Caterpillar Inc. (CAT) saw its shares drop sharply on Wednesday, falling 6.2% to approximately $858.12, as the stock retreated from near-record highs. The decline exerted significant downward pressure on the Dow Jones Industrial Average, given the index's price-weighted structure where higher-priced stocks have a greater impact.
The sell-off was part of a broader market downturn, with the S&P 500, Dow, and Nasdaq all trading in negative territory. Reuters reported that rising U.S.-Iran tensions and a May Consumer Price Index showing inflation at 4.2% year-over-year fueled risk aversion. The S&P 500 industrials sector fell 2.4%, indicating a broad shift away from cyclical stocks.
Caterpillar has recently been viewed as more than just a construction and mining equipment maker.
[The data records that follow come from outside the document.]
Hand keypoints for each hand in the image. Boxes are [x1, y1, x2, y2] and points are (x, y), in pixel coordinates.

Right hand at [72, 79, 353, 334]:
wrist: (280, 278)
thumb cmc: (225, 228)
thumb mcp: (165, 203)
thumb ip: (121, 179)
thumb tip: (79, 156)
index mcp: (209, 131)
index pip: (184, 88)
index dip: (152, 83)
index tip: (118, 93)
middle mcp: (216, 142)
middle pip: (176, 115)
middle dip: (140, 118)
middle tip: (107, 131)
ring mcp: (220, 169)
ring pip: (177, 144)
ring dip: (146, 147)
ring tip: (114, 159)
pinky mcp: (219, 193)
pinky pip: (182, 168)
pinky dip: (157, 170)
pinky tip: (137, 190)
Its Power & Energy unit, which produces engines and turbines, has gained exposure to the artificial intelligence infrastructure boom, as data centers require reliable, large-scale electricity. In the first quarter, Power Generation sales surged 41%, driven largely by data center demand, according to the company's filings.
The stock had climbed on this AI narrative, but Wednesday's drop highlights growing caution. Higher interest rates reduce the present value of future earnings, while inflation pressures equipment buyers and raises costs for manufacturers. Tariffs remain a key concern, with Caterpillar forecasting about $700 million in tariff costs for the second quarter and $2.2 billion to $2.4 billion for the full year.
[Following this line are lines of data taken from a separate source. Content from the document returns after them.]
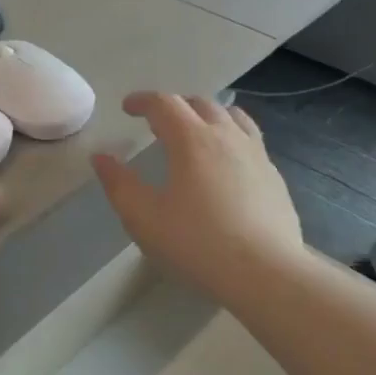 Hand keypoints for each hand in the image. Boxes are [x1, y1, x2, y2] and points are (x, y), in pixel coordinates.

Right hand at [92, 93, 303, 304]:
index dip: (142, 100)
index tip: (127, 107)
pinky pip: (250, 140)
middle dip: (174, 105)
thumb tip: (101, 157)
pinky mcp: (274, 176)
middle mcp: (227, 136)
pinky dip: (231, 137)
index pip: (164, 103)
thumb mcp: (144, 218)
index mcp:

CEO Joe Creed emphasized the company's strong foundation during the April earnings call, pointing to a record backlog of $62.7 billion, up $27.7 billion from the prior year. However, the market is now questioning whether that backlog and AI demand can offset rising tariff costs and a potential slowdown in dealer orders.
First-quarter results showed sales and revenue of $17.4 billion, up 22% year-over-year, with adjusted earnings per share of $5.54. Yet, the sell-off suggests investors are pricing in headwinds. Dealer inventory restocking boosted Q1 sales, but such gains can reverse if orders weaken. The company's retail-sales filings caution that global economics, commodity prices, and trade policy could drive results away from forecasts.
Other industrial stocks also suffered, with Cummins falling about 4.8%, Paccar down 3.4%, and Deere slipping less than 1%. The sector-wide risk-off mood was evident, but Caterpillar's larger decline reflected its recent run-up and heightened sensitivity to macro risks.
All eyes are now on Caterpillar's second-quarter earnings, scheduled for August 4. Investors will be watching closely to see if data-center power demand and the record backlog can withstand tariff pressures, inflation, and potential slowing in dealer orders.